**Task prompt**
A complete answer includes every line below with the word "GRIDIRON".

**Supplied data**
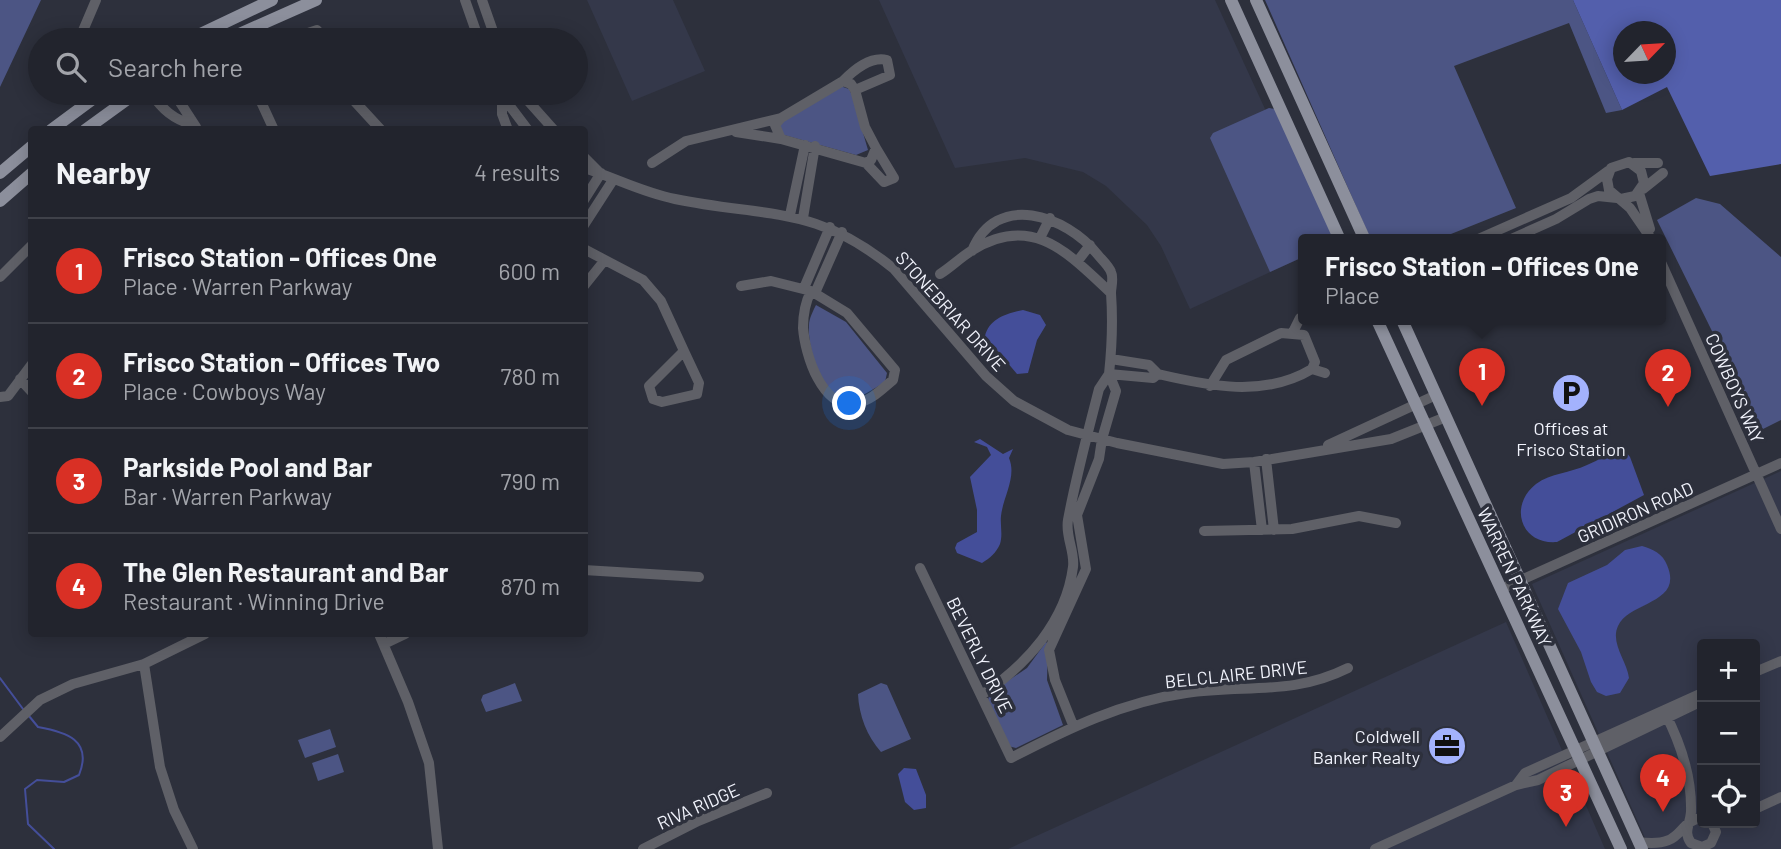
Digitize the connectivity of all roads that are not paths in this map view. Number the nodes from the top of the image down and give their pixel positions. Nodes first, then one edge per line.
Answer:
1 (96, 0) edge
2 (272, 0) edge
3 (316, 0) edge
4 (465, 0) edge
5 (482, 0) edge
6 (1231, 0) edge
7 (1256, 0) edge
8 (84, 28) edge
9 (213, 28) edge
10 (253, 28) edge
11 (475, 28) edge
12 (492, 28) edge
13 (843, 81) junction
14 (1297, 89) junction
15 (855, 90) junction
16 (1277, 100) junction
17 (85, 105) edge
18 (119, 105) edge
19 (159, 105) edge
20 (182, 105) edge
21 (263, 105) edge
22 (357, 105) edge
23 (502, 105) edge
24 (509, 105) edge
25 (530, 105) edge
26 (780, 118) junction
27 (544, 125) edge
28 (56, 126) edge
29 (91, 126) edge
30 (193, 126) edge
31 (195, 126) edge
32 (272, 126) edge
33 (374, 126) edge
34 (506, 126) edge
35 (525, 126) edge
36 (732, 131) junction
37 (781, 139) junction
38 (810, 146) junction
39 (876, 148) junction
40 (28, 149) edge
41 (588, 161) edge
42 (1629, 162) junction
43 (652, 163) dead end
44 (866, 163) junction
45 (1611, 168) junction
46 (588, 169) edge
47 (0, 173) edge
48 (601, 173) junction
49 (28, 178) edge
50 (613, 180) junction
51 (1639, 193) junction
52 (588, 194) edge
53 (1621, 199) junction
54 (0, 201) edge
55 (1539, 212) junction
56 (790, 215) junction
57 (803, 218) junction
58 (1050, 218) junction
59 (588, 219) edge
60 (1545, 224) junction
61 (830, 227) junction
62 (842, 232) junction
63 (1337, 234) edge
64 (1362, 234) edge
65 (1490, 234) edge
66 (1522, 234) edge
67 (1648, 234) edge
68 (1650, 234) edge
69 (1040, 238) junction
70 (1090, 245) junction
71 (28, 249) edge
72 (588, 251) edge
73 (972, 251) junction
74 (604, 261) junction
75 (1077, 262) junction
76 (1666, 271) edge
77 (940, 274) dead end
78 (0, 276) edge
79 (588, 281) edge
80 (741, 286) dead end
81 (810, 291) junction
82 (1111, 293) junction
83 (1298, 322) edge
84 (1379, 325) edge
85 (1404, 325) edge
86 (1293, 332) junction
87 (684, 351) junction
88 (1111, 359) junction
89 (28, 369) edge
90 (1312, 369) junction
91 (1325, 373) dead end
92 (1109, 374) junction
93 (1158, 374) junction
94 (20, 379) junction
95 (1210, 386) junction
96 (28, 388) edge
97 (1436, 395) junction
98 (0, 397) edge
99 (1416, 405) junction
100 (1446, 417) junction
101 (1373, 425) junction
102 (1426, 426) junction
103 (1087, 435) junction
104 (1102, 439) junction
105 (1378, 442) junction
106 (1319, 450) junction
107 (1266, 460) junction
108 (1254, 462) junction
109 (1781, 463) edge
110 (1756, 474) junction
111 (1396, 523) dead end
112 (1781, 529) edge
113 (1262, 530) junction
114 (1274, 530) junction
115 (1204, 531) dead end
116 (920, 568) dead end
117 (588, 570) edge
118 (699, 577) dead end
119 (1520, 581) junction
120 (1501, 589) junction
121 (199, 637) edge
122 (380, 637) edge
123 (399, 637) edge
124 (384, 644) junction
125 (1781, 661) edge
126 (144, 664) junction
127 (1348, 668) dead end
128 (1760, 670) edge
129 (983, 694) junction
130 (1697, 696) edge
131 (1699, 702) edge
132 (1666, 714) junction
133 (1073, 726) junction
134 (0, 737) edge
135 (1595, 747) junction
136 (1578, 754) junction
137 (1011, 758) joint
138 (767, 793) dead end
139 (1781, 797) edge
140 (1690, 802) junction
141 (1760, 806) edge
142 (1697, 811) edge
143 (1697, 818) edge
144 (1608, 821) junction
145 (1688, 826) junction
146 (1713, 828) edge
147 (1722, 828) edge
148 (1715, 837) junction
149 (1673, 845) edge
150 (1637, 846) edge
151 (1700, 848) edge
152 (194, 849) edge
153 (438, 849) edge
154 (643, 849) edge
155 (1375, 849) edge
156 (1621, 849) edge
157 (1714, 849) edge

1 - 8 street
2 - 9 main road
3 - 10 main road
4 - 11 street
5 - 12 street
6 - 16 main road
7 - 14 main road
13 - 15 street
13 - 15 street
13 - 26 street
14 - 16 main road
14 - 64 main road
15 - 39 street
16 - 63 main road
17 - 28 main road
18 - 29 main road
19 - 30 street
20 - 31 street
21 - 32 street
22 - 33 street
23 - 34 street
24 - 35 street
25 - 27 street
26 - 36 street
26 - 37 street
36 - 37 street
36 - 43 street
37 - 38 street
38 - 44 street
38 - 56 street
38 - 57 street
39 - 44 street
39 - 44 street
40 - 47 main road
41 - 48 street, STONEBRIAR DRIVE
42 - 45 street
42 - 51 street
42 - 51 street
45 - 53 street
45 - 55 street
46 - 48 street, STONEBRIAR DRIVE
48 - 50 street, STONEBRIAR DRIVE
48 - 52 street
49 - 54 main road
50 - 56 street, STONEBRIAR DRIVE
50 - 59 street
51 - 53 street
51 - 68 street
53 - 60 street
53 - 67 street
55 - 60 street
55 - 65 street
56 - 57 street, STONEBRIAR DRIVE
57 - 61 street, STONEBRIAR DRIVE
58 - 69 street
58 - 70 street
58 - 73 street
60 - 66 street
61 - 62 street, STONEBRIAR DRIVE
61 - 81 street
62 - 81 street
62 - 103 street, STONEBRIAR DRIVE
69 - 73 street
69 - 75 street
70 - 75 street
70 - 82 street
71 - 78 street
72 - 74 street
73 - 77 street
74 - 79 street
74 - 87 street
75 - 82 street
76 - 110 street, COWBOYS WAY
80 - 81 street
81 - 81 street
82 - 88 street
83 - 86 street
84 - 99 main road, WARREN PARKWAY
85 - 97 main road, WARREN PARKWAY
86 - 90 street
86 - 95 street
87 - 87 street
88 - 92 street
88 - 93 street
89 - 94 street
90 - 91 street
90 - 95 street
92 - 93 street
92 - 103 street
92 - 104 street
93 - 95 street
94 - 96 street
94 - 98 street
97 - 99 street, STONEBRIAR DRIVE
97 - 100 main road, WARREN PARKWAY
99 - 101 street, STONEBRIAR DRIVE
99 - 102 main road, WARREN PARKWAY
100 - 102 street, STONEBRIAR DRIVE
100 - 119 main road, WARREN PARKWAY
101 - 105 street
101 - 106 street, STONEBRIAR DRIVE
102 - 105 street, STONEBRIAR DRIVE
102 - 120 main road, WARREN PARKWAY
103 - 104 street, STONEBRIAR DRIVE
103 - 129 street
104 - 108 street, STONEBRIAR DRIVE
104 - 133 street
105 - 106 street, STONEBRIAR DRIVE
106 - 107 street, STONEBRIAR DRIVE
107 - 108 street, STONEBRIAR DRIVE
107 - 114 street
108 - 113 street
109 - 110 street, GRIDIRON ROAD
110 - 112 street, COWBOYS WAY
110 - 119 street, GRIDIRON ROAD
111 - 114 street
113 - 114 street
113 - 115 street
116 - 129 street, BEVERLY DRIVE
117 - 118 street
119 - 120 street, GRIDIRON ROAD
119 - 135 main road, WARREN PARKWAY
120 - 136 main road, WARREN PARKWAY
121 - 126 street
122 - 124 street
123 - 124 street
124 - 153 street
125 - 128 street
126 - 134 street
126 - 152 street
127 - 133 street, BELCLAIRE DRIVE
129 - 137 street, BEVERLY DRIVE
130 - 132 street
131 - 132 street
132 - 135 street
132 - 140 street
133 - 137 street, BELCLAIRE DRIVE
135 - 136 street
135 - 150 main road, WARREN PARKWAY
136 - 144 main road, WARREN PARKWAY
136 - 155 street
138 - 154 street, RIVA RIDGE
139 - 141 street
140 - 142 street
140 - 145 street
143 - 145 street
144 - 150 main road
144 - 156 main road, WARREN PARKWAY
145 - 149 street
145 - 151 street
146 - 148 street
147 - 148 street
148 - 151 street
148 - 157 street
149 - 150 street
149 - 151 street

**Solution below**
109 - 110 street, GRIDIRON ROAD
110 - 119 street, GRIDIRON ROAD
119 - 120 street, GRIDIRON ROAD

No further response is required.